WORK INSTRUCTIONS: Search the material below for the word "علمیه". Copy every line where it is found.
=== Section Start ===
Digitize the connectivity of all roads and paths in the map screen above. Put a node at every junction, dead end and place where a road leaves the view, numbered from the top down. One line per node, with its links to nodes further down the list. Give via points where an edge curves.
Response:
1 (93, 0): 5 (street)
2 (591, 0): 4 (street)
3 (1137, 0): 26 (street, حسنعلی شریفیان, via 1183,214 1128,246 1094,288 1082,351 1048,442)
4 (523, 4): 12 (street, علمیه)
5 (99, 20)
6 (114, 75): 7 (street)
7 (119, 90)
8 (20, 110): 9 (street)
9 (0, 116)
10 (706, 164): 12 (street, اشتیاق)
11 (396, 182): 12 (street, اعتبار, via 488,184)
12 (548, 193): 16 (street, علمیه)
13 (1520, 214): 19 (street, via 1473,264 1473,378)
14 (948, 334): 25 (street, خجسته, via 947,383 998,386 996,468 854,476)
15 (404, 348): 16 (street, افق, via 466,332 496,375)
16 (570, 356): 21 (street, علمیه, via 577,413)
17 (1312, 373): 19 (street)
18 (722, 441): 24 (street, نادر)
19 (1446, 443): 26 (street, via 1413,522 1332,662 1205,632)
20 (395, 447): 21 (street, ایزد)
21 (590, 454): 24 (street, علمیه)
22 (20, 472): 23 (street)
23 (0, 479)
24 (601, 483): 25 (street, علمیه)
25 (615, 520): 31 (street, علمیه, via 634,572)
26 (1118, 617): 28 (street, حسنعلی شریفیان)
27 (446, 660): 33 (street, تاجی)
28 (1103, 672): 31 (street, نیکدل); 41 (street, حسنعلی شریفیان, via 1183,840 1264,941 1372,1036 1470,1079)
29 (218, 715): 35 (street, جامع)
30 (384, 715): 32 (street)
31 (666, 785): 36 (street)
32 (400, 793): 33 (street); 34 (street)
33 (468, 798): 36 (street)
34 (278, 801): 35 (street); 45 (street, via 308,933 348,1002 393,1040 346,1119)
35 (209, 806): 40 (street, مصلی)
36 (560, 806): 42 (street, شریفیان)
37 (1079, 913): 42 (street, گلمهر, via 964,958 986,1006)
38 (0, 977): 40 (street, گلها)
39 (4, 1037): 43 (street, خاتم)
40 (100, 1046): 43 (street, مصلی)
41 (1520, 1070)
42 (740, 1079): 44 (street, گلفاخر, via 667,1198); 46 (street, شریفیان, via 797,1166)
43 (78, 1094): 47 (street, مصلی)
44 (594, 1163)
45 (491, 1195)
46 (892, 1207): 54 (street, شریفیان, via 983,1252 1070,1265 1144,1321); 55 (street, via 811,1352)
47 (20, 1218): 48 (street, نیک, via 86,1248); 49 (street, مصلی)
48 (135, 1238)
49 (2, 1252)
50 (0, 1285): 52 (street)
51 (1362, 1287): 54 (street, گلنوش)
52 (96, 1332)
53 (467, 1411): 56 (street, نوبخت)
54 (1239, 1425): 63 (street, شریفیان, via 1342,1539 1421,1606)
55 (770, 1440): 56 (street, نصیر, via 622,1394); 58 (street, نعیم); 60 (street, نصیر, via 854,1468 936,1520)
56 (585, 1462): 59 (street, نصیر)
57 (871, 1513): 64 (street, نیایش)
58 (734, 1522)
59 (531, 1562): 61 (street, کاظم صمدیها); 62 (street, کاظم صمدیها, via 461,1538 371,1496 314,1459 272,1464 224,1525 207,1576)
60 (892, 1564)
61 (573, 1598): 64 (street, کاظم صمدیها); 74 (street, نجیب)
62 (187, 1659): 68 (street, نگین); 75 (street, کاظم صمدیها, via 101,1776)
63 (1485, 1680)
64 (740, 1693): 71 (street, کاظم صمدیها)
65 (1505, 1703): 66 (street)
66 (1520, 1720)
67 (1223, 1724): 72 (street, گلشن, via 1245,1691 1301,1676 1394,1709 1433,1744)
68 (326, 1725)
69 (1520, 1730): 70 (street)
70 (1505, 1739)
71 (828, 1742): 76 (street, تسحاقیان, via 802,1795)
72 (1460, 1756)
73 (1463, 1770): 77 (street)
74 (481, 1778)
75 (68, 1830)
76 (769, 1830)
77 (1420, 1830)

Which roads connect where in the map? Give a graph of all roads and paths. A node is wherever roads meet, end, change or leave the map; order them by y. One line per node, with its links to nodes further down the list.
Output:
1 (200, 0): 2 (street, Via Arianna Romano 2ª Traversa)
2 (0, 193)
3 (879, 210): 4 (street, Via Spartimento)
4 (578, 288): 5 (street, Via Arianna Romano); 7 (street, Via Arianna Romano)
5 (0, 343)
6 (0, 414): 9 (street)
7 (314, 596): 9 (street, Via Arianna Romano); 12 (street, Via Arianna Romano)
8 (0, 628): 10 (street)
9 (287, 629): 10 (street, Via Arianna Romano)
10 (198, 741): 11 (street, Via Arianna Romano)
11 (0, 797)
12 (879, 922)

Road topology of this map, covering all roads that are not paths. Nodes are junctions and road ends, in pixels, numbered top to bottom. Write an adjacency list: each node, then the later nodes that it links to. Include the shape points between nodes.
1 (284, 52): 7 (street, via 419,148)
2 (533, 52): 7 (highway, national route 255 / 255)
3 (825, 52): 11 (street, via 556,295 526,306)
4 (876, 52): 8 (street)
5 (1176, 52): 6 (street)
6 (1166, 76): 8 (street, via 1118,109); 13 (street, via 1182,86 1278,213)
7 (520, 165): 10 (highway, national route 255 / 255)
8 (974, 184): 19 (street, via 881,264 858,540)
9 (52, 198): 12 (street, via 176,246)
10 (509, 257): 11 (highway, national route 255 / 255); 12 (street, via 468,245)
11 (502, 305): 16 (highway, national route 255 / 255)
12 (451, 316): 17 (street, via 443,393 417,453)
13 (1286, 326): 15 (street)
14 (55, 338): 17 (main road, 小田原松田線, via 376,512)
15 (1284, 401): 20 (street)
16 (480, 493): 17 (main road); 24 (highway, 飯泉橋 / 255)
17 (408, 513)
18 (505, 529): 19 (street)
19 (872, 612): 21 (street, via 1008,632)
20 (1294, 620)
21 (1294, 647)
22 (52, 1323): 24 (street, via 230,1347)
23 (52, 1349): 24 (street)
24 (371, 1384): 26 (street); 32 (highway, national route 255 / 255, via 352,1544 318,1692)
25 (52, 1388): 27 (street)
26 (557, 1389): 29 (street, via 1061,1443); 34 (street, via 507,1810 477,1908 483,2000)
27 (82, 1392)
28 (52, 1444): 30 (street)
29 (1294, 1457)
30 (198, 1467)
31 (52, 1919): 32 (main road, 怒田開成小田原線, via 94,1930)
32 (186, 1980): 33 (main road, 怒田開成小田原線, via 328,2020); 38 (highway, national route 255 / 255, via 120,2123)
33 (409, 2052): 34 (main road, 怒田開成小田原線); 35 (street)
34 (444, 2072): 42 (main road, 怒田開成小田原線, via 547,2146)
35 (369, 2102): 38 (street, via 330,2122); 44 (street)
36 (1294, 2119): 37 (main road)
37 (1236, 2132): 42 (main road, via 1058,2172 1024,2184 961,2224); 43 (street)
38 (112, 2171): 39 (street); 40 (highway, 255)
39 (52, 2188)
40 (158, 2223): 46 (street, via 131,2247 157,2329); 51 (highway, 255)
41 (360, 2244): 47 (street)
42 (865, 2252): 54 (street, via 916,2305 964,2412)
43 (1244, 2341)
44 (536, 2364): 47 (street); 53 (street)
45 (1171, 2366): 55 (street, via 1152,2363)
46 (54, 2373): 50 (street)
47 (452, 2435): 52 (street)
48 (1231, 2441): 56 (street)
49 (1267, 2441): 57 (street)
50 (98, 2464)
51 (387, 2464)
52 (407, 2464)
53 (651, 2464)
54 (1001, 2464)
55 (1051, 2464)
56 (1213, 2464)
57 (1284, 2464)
=== Section End ===
WRITTEN SOLUTION:
4 (523, 4): 12 (street, علمیه)
12 (548, 193): 16 (street, علمیه)
16 (570, 356): 21 (street, علمیه, via 577,413)
21 (590, 454): 24 (street, علمیه)
24 (601, 483): 25 (street, علمیه)
25 (615, 520): 31 (street, علمیه, via 634,572)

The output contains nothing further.